- [Available records]
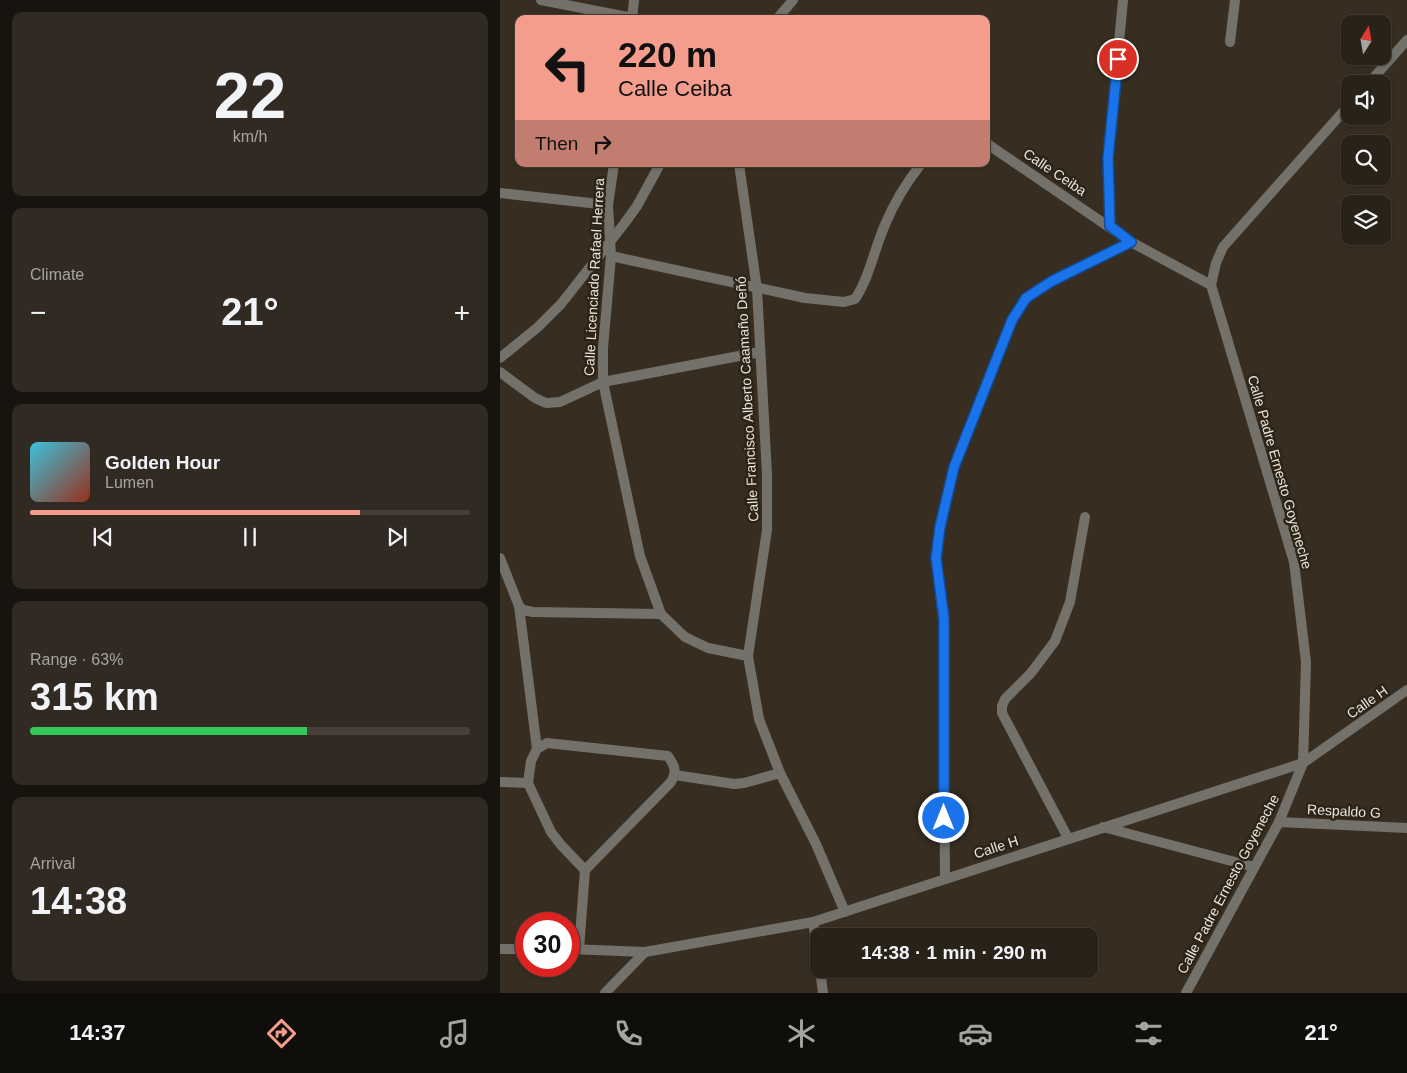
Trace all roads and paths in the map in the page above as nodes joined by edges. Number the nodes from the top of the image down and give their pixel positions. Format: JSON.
{"nodes":[{"id":1,"x":541,"y":0,"type":"edge"},
{"id":2,"x":634,"y":0,"type":"edge"},
{"id":3,"x":794,"y":0,"type":"edge"},
{"id":4,"x":1123,"y":0,"type":"edge"},
{"id":5,"x":1235,"y":0,"type":"edge"},
{"id":6,"x":618,"y":15,"type":"edge"},
{"id":7,"x":634,"y":15,"type":"edge"},
{"id":8,"x":781,"y":15,"type":"edge"},
{"id":9,"x":1407,"y":40,"type":"edge"},
{"id":10,"x":1230,"y":42,"type":"dead end"},
{"id":11,"x":1376,"y":75,"type":"edge"},
{"id":12,"x":1341,"y":114,"type":"edge"},
{"id":13,"x":990,"y":146,"type":"edge"},
{"id":14,"x":614,"y":167,"type":"edge"},
{"id":15,"x":658,"y":167,"type":"edge"},
{"id":16,"x":739,"y":167,"type":"edge"},
{"id":17,"x":919,"y":167,"type":"edge"},
{"id":18,"x":500,"y":193,"type":"edge"},
{"id":19,"x":608,"y":205,"type":"junction"},
{"id":20,"x":1110,"y":226,"type":"junction"},
{"id":21,"x":611,"y":240,"type":"junction"},
{"id":22,"x":1131,"y":242,"type":"junction"},
{"id":23,"x":611,"y":256,"type":"junction"},
{"id":24,"x":1211,"y":285,"type":"junction"},
{"id":25,"x":757,"y":289,"type":"junction"},
{"id":26,"x":760,"y":352,"type":"junction"},
{"id":27,"x":500,"y":358,"type":"edge"},
{"id":28,"x":500,"y":372,"type":"edge"},
{"id":29,"x":603,"y":382,"type":"junction"},
{"id":30,"x":1085,"y":517,"type":"dead end"},
{"id":31,"x":500,"y":558,"type":"edge"},
{"id":32,"x":519,"y":606,"type":"junction"},
{"id":33,"x":661,"y":614,"type":"junction"},
{"id":34,"x":748,"y":656,"type":"junction"},
{"id":35,"x":1407,"y":690,"type":"edge"},
{"id":36,"x":537,"y":749,"type":"junction"},
{"id":37,"x":1303,"y":763,"type":"junction"},
{"id":38,"x":780,"y":773,"type":"junction"},
{"id":39,"x":675,"y":775,"type":"junction"},
{"id":40,"x":500,"y":782,"type":"edge"},
{"id":41,"x":528,"y":783,"type":"junction"},
{"id":42,"x":1279,"y":822,"type":"junction"},
{"id":43,"x":1102,"y":827,"type":"junction"},
{"id":44,"x":1407,"y":828,"type":"edge"},
{"id":45,"x":1068,"y":838,"type":"junction"},
{"id":46,"x":1254,"y":867,"type":"junction"},
{"id":47,"x":585,"y":870,"type":"junction"},
{"id":48,"x":945,"y":878,"type":"junction"},
{"id":49,"x":579,"y":912,"type":"edge"},
{"id":50,"x":845,"y":912,"type":"junction"},
{"id":51,"x":813,"y":922,"type":"junction"},
{"id":52,"x":814,"y":928,"type":"edge"},
{"id":53,"x":500,"y":949,"type":"edge"},
{"id":54,"x":515,"y":949,"type":"edge"},
{"id":55,"x":580,"y":949,"type":"edge"},
{"id":56,"x":645,"y":952,"type":"junction"},
{"id":57,"x":821,"y":978,"type":"edge"},
{"id":58,"x":605,"y":993,"type":"edge"},
{"id":59,"x":823,"y":993,"type":"edge"},
{"id":60,"x":1186,"y":993,"type":"edge"}],
"edges":[{"from":1,"to":6,"type":"street"},
{"from":2,"to":7,"type":"street"},
{"from":3,"to":8,"type":"street"},
{"from":4,"to":20,"type":"street"},
{"from":5,"to":10,"type":"street"},
{"from":9,"to":11,"type":"street"},
{"from":12,"to":24,"type":"street"},
{"from":13,"to":20,"type":"street","name":"Calle Ceiba"},
{"from":14,"to":19,"type":"street","name":"Calle Licenciado Rafael Herrera"},
{"from":15,"to":21,"type":"street"},
{"from":16,"to":25,"type":"street","name":"Calle Francisco Alberto Caamaño Deñó"},
{"from":17,"to":25,"type":"street"},
{"from":18,"to":19,"type":"street"},
{"from":19,"to":21,"type":"street","name":"Calle Licenciado Rafael Herrera"},
{"from":20,"to":22,"type":"street","name":"Calle Ceiba"},
{"from":21,"to":23,"type":"street","name":"Calle Licenciado Rafael Herrera"},
{"from":21,"to":27,"type":"street"},
{"from":22,"to":24,"type":"street","name":"Calle Ceiba"},
{"from":22,"to":48,"type":"street"},
{"from":23,"to":25,"type":"street"},
{"from":23,"to":29,"type":"street","name":"Calle Licenciado Rafael Herrera"},
{"from":24,"to":37,"type":"street","name":"Calle Padre Ernesto Goyeneche"},
{"from":25,"to":26,"type":"street","name":"Calle Francisco Alberto Caamaño Deñó"},
{"from":26,"to":29,"type":"street"},
{"from":26,"to":34,"type":"street","name":"Calle Francisco Alberto Caamaño Deñó"},
{"from":28,"to":29,"type":"street"},
{"from":29,"to":33,"type":"street","name":"Calle Licenciado Rafael Herrera"},
{"from":30,"to":45,"type":"street"},
{"from":31,"to":32,"type":"street"},
{"from":32,"to":33,"type":"street"},
{"from":32,"to":36,"type":"street"},
{"from":33,"to":34,"type":"street","name":"Calle Licenciado Rafael Herrera"},
{"from":34,"to":38,"type":"street","name":"Calle Francisco Alberto Caamaño Deñó"},
{"from":35,"to":37,"type":"street","name":"Calle H"},
{"from":36,"to":39,"type":"street"},
{"from":36,"to":41,"type":"street"},
{"from":37,"to":42,"type":"street","name":"Calle Padre Ernesto Goyeneche"},
{"from":37,"to":43,"type":"street","name":"Calle H"},
{"from":38,"to":39,"type":"street"},
{"from":38,"to":50,"type":"street","name":"Calle Francisco Alberto Caamaño Deñó"},
{"from":39,"to":47,"type":"street"},
{"from":40,"to":41,"type":"street"},
{"from":41,"to":47,"type":"street"},
{"from":42,"to":44,"type":"street","name":"Respaldo G"},
{"from":42,"to":46,"type":"street","name":"Calle Padre Ernesto Goyeneche"},
{"from":43,"to":45,"type":"street","name":"Calle H"},
{"from":43,"to":46,"type":"street"},
{"from":45,"to":48,"type":"street","name":"Calle H"},
{"from":46,"to":60,"type":"street","name":"Calle Padre Ernesto Goyeneche"},
{"from":47,"to":49,"type":"street"},
{"from":48,"to":50,"type":"street","name":"Calle H"},
{"from":50,"to":51,"type":"street","name":"Calle H"},
{"from":51,"to":52,"type":"street"},
{"from":51,"to":56,"type":"street","name":"Calle H"},
{"from":53,"to":54,"type":"street"},
{"from":55,"to":56,"type":"street","name":"Calle H"},
{"from":56,"to":58,"type":"street"},
{"from":57,"to":59,"type":"street"}]}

- [What is required]
Copy, from the lines above, each one that holds "Deñó".

- [Reply]
{"from":16,"to":25,"type":"street","name":"Calle Francisco Alberto Caamaño Deñó"},
{"from":25,"to":26,"type":"street","name":"Calle Francisco Alberto Caamaño Deñó"},
{"from":26,"to":34,"type":"street","name":"Calle Francisco Alberto Caamaño Deñó"},
{"from":34,"to":38,"type":"street","name":"Calle Francisco Alberto Caamaño Deñó"},
{"from":38,"to":50,"type":"street","name":"Calle Francisco Alberto Caamaño Deñó"},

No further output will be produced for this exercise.